The State of Virtual Assistants: Where's the AI?

April 21, 2018

A commentary on virtual assistants in 2018 and the future.

Background

Given the recent developments in speech recognition and NLP combined with the power of mobile and cloud from the last decade, the development of virtual assistants is not surprising. Assistants are already available across most devices with the services being offered by all the major technology companies. In this post, I will try to summarize what the existing virtual assistant scenario looks like and then offer a view on possible ways to think about the future of this technology. So let’s get started.

What currently works

Voice

The most common and intuitive way of interacting with assistants is through voice and with advancements in deep learning, speech to text works quite well. While speech recognition for mixed languages doesn’t work that well today (which would be a very useful addition for countries like India), the lack of it isn’t a deal breaker. There are also ongoing research efforts towards natural sounding text-to-speech engines which is again a welcome change but not really a crucial factor towards the utility of assistants.

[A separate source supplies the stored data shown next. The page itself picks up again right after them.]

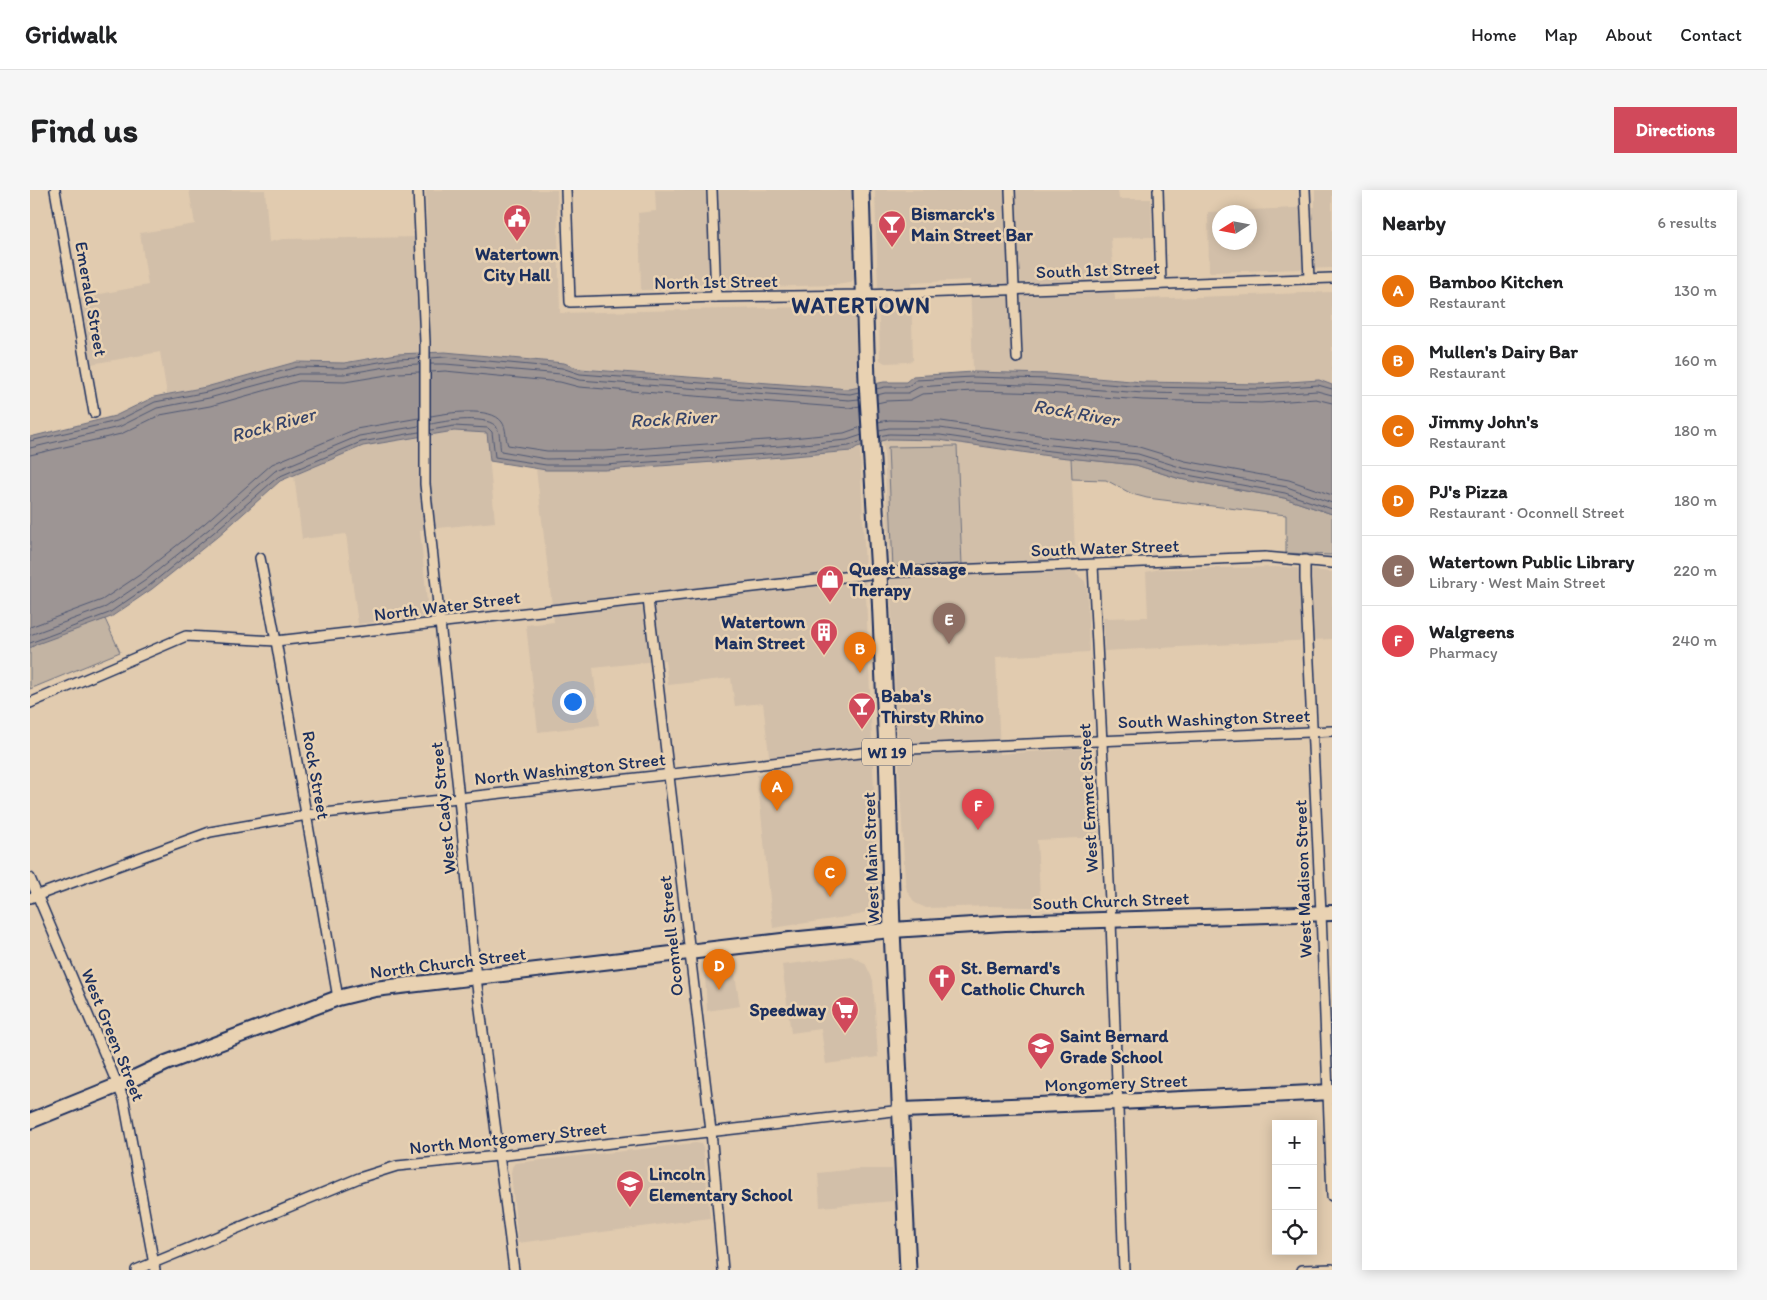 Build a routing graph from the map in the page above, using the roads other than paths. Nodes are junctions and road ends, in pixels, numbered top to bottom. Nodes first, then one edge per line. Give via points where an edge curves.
1 (55, 190) edge
2 (418, 190) edge
3 (566, 190) edge
4 (712, 190) edge
5 (861, 190) edge
6 (1010, 190) edge
7 (1158, 190) edge
8 (1305, 190) edge
9 (1332, 278) edge
10 (1308, 279) junction
11 (1161, 284) junction
12 (1014, 289) junction
13 (864, 295) junction
14 (716, 297) junction
15 (1017, 358) dead end
16 (94, 413) dead end
17 (260, 558) dead end
18 (1306, 560) junction
19 (1332, 563) edge
20 (1093, 565) junction
21 (879, 573) junction
22 (648, 599) junction
23 (439, 623) junction
24 (276, 641) junction
25 (30, 703) edge
26 (1332, 731) edge
27 (1312, 732) junction
28 (1101, 740) junction
29 (887, 750) junction
30 (670, 774) junction
31 (459, 798) junction
32 (307, 815) junction
33 (30, 878) edge
34 (34, 897) edge
35 (1326, 913) edge
36 (1111, 921) junction
37 (892, 930) junction
38 (689, 953) junction
39 (476, 978) junction
40 (338, 998) junction
41 (119, 1085) junction
42 (1330, 1092) edge
43 (1118, 1102) junction
44 (902, 1110) junction
45 (30, 1121) edge
46 (711, 1131) junction
47 (498, 1156) junction
48 (1332, 1196) edge
49 (154, 1266) edge
50 (1332, 1269) edge
51 (136, 1270) edge
52 (514, 1270) edge
53 (723, 1270) edge
54 (908, 1270) edge
55 (1124, 1270) edge
56 (1302, 1270) edge

1 - 16 street, Emerald Street
2 - 23 street, West Cady Street via 425,342 425,484
3 - 14 street, North 1st Street via 570,302
4 - 14 street
5 - 13 main road, WI 19
6 - 12 street
7 - 11 street
8 - 10 street
9 - 10 street, South 1st Street
10 - 11 street, South 1st Street
11 - 12 street, South 1st Street
12 - 13 street, South 1st Street
12 - 15 street
13 - 14 street, North 1st Street
13 - 21 main road, West Main Street / WI 19
17 - 24 street, Rock Street
18 - 19 street, South Water Street
18 - 20 street, South Water Street via 1265,557
18 - 27 street, West Madison Street
20 - 21 street, South Water Street
20 - 28 street, West Emmet Street
21 - 22 street, North Water Street
21 - 29 main road, West Main Street / WI 19
22 - 23 street, North Water Street
22 - 30 street, Oconnell Street
23 - 24 street, North Water Street
23 - 31 street, West Cady Street
24 - 25 street, North Water Street via 186,636
24 - 32 street, Rock Street
26 - 27 street, South Washington Street
27 - 28 street, South Washington Street
27 - 35 street, West Madison Street
28 - 29 street, South Washington Street
28 - 36 street, West Emmet Street
29 - 30 street, North Washington Street
29 - 37 main road, West Main Street / WI 19
30 - 31 street, North Washington Street
30 - 38 street, Oconnell Street
31 - 32 street, North Washington Street
31 - 39 street, West Cady Street
32 - 34 street, North Washington Street via 210,832
32 - 40 street, Rock Street
33 - 34 street, West Green Street
34 - 41 street, West Green Street
35 - 36 main road, South Church Street
35 - 42 street, West Madison Street
36 - 37 main road, South Church Street
36 - 43 street, West Emmet Street
37 - 38 main road, North Church Street
37 - 44 main road, West Main Street / WI 19
38 - 39 main road, North Church Street
38 - 46 street, Oconnell Street
39 - 40 main road, North Church Street via 375,989
39 - 47 street, West Cady Street
40 - 41 main road, North Church Street via 166,1063
41 - 45 main road, North Church Street
41 - 49 street, West Green Street
42 - 43 main road, Mongomery Street
42 - 48 street, West Madison Street
43 - 44 main road, Mongomery Street
43 - 55 street, West Emmet Street
44 - 46 street, North Montgomery Street
44 - 54 main road, West Main Street / WI 19
46 - 47 street, North Montgomery Street
46 - 53 street, Oconnell Street
47 - 49 street, North Montgomery Street via 388,1168
47 - 52 street, West Cady Street
49 - 51 street, North Montgomery Street
50 - 56 street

Voice identification also works reasonably well allowing one end device to be used by multiple people.

Basic Tasks

In terms of utility provided by assistants, there are basic things that work really well, allowing assistants to be on different devices - reminders, to-do lists, calls, calendars, pre-defined routines for fixed commands, smart-home integration, playing content, and getting answers from the web.

Apps

There has been a lot of focus recently to allow applications to integrate with assistants to accomplish app-specific tasks - like getting an Uber. This allows developers to enable an assistant for their app without solving the speech and NLP issues and at the same time enhancing the “skills” of the assistant.

Issues

No Language Understanding

Currently, for almost all production level assistants even the basic tasks as mentioned above work on a pre-defined sentence structure and there is no strong notion of language understanding. Let’s take an example - To send a message, the pre-defined sentence structure looks like “send a message to <person name>, <your message here>”. The intent is sending a message which the NLP engine can pick up with the keyword “message”. A sentence like “check with <person name> what he is up to” is still something the assistants are unable to process. This indicates that we need to work more towards concrete natural language understanding where we are able to parse queries with the same intent but a different sentence structure.

Engineering

Not all issues with assistants today need AI advancements. A lot of them can be addressed just by good engineering. Let me illustrate this by an example - Google Now does a really good job at recommending commute times based on the calendar and the traffic pattern. It can pick up a table reservation entry from the calendar and give a notification about when to leave for the restaurant based on the commute pattern. However, if you ask the Google Assistant “How does my commute look like?”, it responds with the commute from home to work. What we see here is AI not being the bottleneck - it was possible in this case to figure out the context but it is yet not integrated into the assistant and is purely an engineering issue.

App Referencing

Currently, each app needs to be enabled or installed on the assistant for the app-specific commands to function. For the enabled apps, there is usually a unique keyword (usually the app name) in the query that triggers a particular app. “Book a cab” doesn’t work, you have to say “Book an Uber” even if Uber is the only enabled ride app on the assistant. Such a flat referencing scheme for each app is not scalable using a voice interface.

The Way Forward

Context Awareness and Proactivity

Most assistants currently are reactive and take actions on giving a command. To make them more useful, I think a proactive approach based on complete context awareness might be better. For example - meetings and reminders should be automatically added or removed once detected during a chat with another person. The smart speaker should notify when to leave for office based the daily commute pattern and current traffic instead of the user asking for it every morning. The smart-home evening setting should automatically trigger when the phone’s location indicates arrival at home.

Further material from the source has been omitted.